Dimensional Modeling and the Star Schema
Facts, Dimensions, the Grain, and Conformance
9 min read
Part of the Data Modeling for Analytics guide. Previous: Physical Data Modeling · Next: Fact Table Design →
Dimensional modeling is a way of structuring data so that it directly mirrors how the business measures and describes itself. It was formalized by Ralph Kimball and Margy Ross in The Data Warehouse Toolkit, and after nearly thirty years it remains the standard approach for the analytics-facing layer of a warehouse — not out of tradition, but because business questions are dimensional by nature, and a schema that shares that shape is easy to query, easy to extend, and easy to trust.
Facts and dimensions
Dimensional modeling divides the world into two kinds of tables.
Fact tables record the measurements of a business process. Each row is one measurement event: one product scanned at a register, one invoice line, one account balance at month-end, one support ticket state change. Fact table columns are of exactly two kinds: numeric facts (quantities, amounts, durations) and foreign keys to dimensions. Fact tables are long and narrow — they grow with the business, often into billions of rows.

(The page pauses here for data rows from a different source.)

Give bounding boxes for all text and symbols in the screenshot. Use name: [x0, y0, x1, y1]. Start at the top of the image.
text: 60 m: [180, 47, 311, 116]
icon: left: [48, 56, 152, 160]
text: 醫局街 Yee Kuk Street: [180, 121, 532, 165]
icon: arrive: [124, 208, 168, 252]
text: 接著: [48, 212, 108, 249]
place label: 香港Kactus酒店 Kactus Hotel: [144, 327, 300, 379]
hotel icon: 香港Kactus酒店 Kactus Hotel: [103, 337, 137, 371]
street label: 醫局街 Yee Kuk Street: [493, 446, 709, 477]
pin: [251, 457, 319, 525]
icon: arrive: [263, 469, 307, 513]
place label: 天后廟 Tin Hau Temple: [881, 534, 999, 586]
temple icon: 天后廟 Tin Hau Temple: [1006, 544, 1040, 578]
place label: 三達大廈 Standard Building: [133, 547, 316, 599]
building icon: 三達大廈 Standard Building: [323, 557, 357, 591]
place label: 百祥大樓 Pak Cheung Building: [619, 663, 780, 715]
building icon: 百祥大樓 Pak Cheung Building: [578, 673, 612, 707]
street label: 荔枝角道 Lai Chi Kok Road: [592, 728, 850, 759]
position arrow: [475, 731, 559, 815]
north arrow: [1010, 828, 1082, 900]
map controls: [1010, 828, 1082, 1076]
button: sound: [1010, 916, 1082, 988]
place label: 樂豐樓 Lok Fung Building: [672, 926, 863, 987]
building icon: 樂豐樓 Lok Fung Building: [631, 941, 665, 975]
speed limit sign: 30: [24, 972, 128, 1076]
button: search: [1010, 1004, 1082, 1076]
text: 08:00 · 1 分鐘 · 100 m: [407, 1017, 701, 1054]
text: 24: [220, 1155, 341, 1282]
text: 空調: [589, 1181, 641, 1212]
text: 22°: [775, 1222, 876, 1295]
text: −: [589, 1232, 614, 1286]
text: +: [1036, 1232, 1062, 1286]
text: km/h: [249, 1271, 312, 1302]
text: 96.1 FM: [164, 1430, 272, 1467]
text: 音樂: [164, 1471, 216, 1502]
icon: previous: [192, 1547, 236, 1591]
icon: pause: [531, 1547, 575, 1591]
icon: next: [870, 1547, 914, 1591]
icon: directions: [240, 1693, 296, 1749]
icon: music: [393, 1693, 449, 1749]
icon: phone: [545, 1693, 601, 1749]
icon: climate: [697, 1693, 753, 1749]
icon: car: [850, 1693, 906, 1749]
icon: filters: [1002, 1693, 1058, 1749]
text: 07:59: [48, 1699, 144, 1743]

Dimension tables carry the descriptive context of those measurements — the who, what, where, when, why, and how. A product dimension carries name, brand, category, package size; a customer dimension carries name, segment, region, signup date; a date dimension carries fiscal periods, holiday flags, weekday names. Dimensions are short and wide — thousands or millions of rows, dozens of verbose, human-readable attributes.
The split corresponds exactly to how questions are phrased. In "total sales amount by product category for California stores during the holiday season", sales amount is a fact; everything else is dimensional context. Dimension attributes become the GROUP BY and WHERE clauses of every query; facts become the aggregations.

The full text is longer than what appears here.